Futcher is quick to point out Bechtel’s competitive advantages. “For the biggest, most complex projects in the world, we are the best,” he says. “For the newest, too, such as the BrightSource solar thermal project. In addition, we are the largest employer of union labor in the country. We are very proud of our relationship with the unions; they do great work for us, and they are a differentiator for our company. We know union labor and how to work with unions. “
Moreover, we are able to engineer, buy everything, and build a project using our own people and our own construction equipment. So we are one of the few big engineering, procurement, and construction companies that do all the work themselves, using our own craft people.
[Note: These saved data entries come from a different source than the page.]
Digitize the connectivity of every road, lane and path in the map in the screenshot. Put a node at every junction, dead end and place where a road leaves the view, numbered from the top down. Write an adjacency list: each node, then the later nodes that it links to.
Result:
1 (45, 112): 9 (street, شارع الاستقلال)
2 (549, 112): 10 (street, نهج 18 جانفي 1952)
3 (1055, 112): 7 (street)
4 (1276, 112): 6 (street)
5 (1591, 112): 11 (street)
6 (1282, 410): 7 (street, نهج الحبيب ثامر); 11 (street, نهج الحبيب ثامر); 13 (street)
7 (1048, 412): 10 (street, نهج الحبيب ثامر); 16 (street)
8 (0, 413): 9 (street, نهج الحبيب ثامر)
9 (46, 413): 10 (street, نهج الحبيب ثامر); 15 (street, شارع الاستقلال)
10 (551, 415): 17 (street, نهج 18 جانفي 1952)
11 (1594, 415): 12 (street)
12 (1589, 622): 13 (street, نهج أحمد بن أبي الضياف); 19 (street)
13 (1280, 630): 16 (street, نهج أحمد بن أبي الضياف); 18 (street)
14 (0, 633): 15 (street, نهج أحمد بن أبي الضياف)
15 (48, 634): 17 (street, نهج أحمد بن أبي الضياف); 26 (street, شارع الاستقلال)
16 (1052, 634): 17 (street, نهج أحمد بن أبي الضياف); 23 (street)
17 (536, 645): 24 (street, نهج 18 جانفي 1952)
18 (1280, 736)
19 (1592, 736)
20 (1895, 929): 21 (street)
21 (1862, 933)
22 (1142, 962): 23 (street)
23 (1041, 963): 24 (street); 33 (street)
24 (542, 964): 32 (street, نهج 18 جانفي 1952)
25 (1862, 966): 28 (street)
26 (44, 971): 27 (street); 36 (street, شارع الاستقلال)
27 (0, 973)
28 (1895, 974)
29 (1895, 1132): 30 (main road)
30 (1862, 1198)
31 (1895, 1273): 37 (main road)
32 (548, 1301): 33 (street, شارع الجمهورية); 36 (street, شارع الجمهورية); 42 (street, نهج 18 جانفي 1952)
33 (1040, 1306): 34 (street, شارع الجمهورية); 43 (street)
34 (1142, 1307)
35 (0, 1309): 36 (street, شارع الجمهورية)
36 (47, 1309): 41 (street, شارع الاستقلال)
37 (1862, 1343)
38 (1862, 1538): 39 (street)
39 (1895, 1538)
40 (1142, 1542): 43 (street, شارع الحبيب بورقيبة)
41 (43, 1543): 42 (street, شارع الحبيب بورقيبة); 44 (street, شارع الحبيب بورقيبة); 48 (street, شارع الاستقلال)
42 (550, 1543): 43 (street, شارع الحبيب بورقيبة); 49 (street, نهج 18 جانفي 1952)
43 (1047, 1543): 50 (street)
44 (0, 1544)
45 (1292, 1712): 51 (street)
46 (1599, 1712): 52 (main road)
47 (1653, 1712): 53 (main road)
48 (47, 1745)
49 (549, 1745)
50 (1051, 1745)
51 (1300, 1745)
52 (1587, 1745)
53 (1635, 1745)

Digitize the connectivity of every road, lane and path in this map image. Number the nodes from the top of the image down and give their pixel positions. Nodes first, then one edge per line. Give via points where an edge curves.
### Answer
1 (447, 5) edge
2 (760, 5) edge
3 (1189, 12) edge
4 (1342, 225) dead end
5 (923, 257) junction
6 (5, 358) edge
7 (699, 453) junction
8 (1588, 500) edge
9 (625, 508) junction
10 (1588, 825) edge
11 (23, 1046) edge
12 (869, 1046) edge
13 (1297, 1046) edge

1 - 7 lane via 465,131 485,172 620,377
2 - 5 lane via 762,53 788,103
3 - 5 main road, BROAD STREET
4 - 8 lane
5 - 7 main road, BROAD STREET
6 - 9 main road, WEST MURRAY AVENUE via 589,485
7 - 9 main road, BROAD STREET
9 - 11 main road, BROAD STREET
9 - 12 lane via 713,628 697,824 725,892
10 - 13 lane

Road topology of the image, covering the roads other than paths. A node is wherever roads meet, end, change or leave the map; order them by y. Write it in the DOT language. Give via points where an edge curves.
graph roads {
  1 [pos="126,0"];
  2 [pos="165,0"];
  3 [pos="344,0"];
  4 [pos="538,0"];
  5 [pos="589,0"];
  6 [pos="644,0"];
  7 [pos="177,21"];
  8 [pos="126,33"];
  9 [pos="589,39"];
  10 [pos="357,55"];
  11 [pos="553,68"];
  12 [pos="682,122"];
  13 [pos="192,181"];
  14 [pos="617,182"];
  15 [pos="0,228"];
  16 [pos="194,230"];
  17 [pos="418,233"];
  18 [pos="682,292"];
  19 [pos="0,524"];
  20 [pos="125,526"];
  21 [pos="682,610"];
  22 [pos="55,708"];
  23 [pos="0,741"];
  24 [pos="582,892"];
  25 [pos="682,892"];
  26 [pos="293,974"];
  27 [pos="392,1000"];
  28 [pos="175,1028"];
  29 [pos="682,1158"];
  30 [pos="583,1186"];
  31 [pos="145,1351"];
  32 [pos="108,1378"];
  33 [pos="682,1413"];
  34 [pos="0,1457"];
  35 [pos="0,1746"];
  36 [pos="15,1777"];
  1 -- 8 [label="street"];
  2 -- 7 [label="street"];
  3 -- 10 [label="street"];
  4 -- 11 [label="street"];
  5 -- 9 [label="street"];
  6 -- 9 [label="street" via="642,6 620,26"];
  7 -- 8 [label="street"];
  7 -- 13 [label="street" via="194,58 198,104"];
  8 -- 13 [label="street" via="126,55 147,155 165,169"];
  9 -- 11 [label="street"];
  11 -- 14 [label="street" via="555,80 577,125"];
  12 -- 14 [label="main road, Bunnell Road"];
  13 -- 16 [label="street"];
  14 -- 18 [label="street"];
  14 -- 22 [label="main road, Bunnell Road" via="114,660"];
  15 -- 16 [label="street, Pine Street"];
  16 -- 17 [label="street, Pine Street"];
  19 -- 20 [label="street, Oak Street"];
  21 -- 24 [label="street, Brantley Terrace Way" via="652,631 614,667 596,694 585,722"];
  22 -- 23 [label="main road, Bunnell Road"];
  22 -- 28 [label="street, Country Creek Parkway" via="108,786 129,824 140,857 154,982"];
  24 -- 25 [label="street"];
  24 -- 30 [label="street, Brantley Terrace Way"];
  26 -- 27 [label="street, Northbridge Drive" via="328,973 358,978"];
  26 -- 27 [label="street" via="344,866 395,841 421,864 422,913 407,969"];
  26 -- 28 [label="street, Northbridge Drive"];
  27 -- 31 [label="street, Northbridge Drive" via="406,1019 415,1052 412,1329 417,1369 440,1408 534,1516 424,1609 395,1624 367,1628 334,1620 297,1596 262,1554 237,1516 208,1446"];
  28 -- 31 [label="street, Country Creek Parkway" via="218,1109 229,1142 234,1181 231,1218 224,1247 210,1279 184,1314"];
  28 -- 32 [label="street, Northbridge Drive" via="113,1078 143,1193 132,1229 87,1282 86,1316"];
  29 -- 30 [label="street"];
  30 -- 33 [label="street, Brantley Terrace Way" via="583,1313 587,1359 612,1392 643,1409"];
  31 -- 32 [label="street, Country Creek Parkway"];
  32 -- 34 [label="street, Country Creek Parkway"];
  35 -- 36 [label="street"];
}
And we are private; we don’t have the same pressures on us as publicly owned stock companies. We try to grow prudently, because our model is driven by repeat business with satisfied customers. We try to make sure that for every job we take on, we apply the best people, persons who know how to get the work done in the way customers want. Thus, our customers have certainty on the outcome of the project. We have never walked away from a job; we finish what we start. It’s the culture of a private company that sets us apart.“
Additionally, Bechtel is not just a collection of projects. We invest a huge amount of money in what we call our functional organization. We have hundreds of people working above the project helping get the job done correctly. These people own the work processes, the tools, and the computer systems, and they try to improve them all the time. This is unique in our business. No one matches us in that sort of investment,” he says.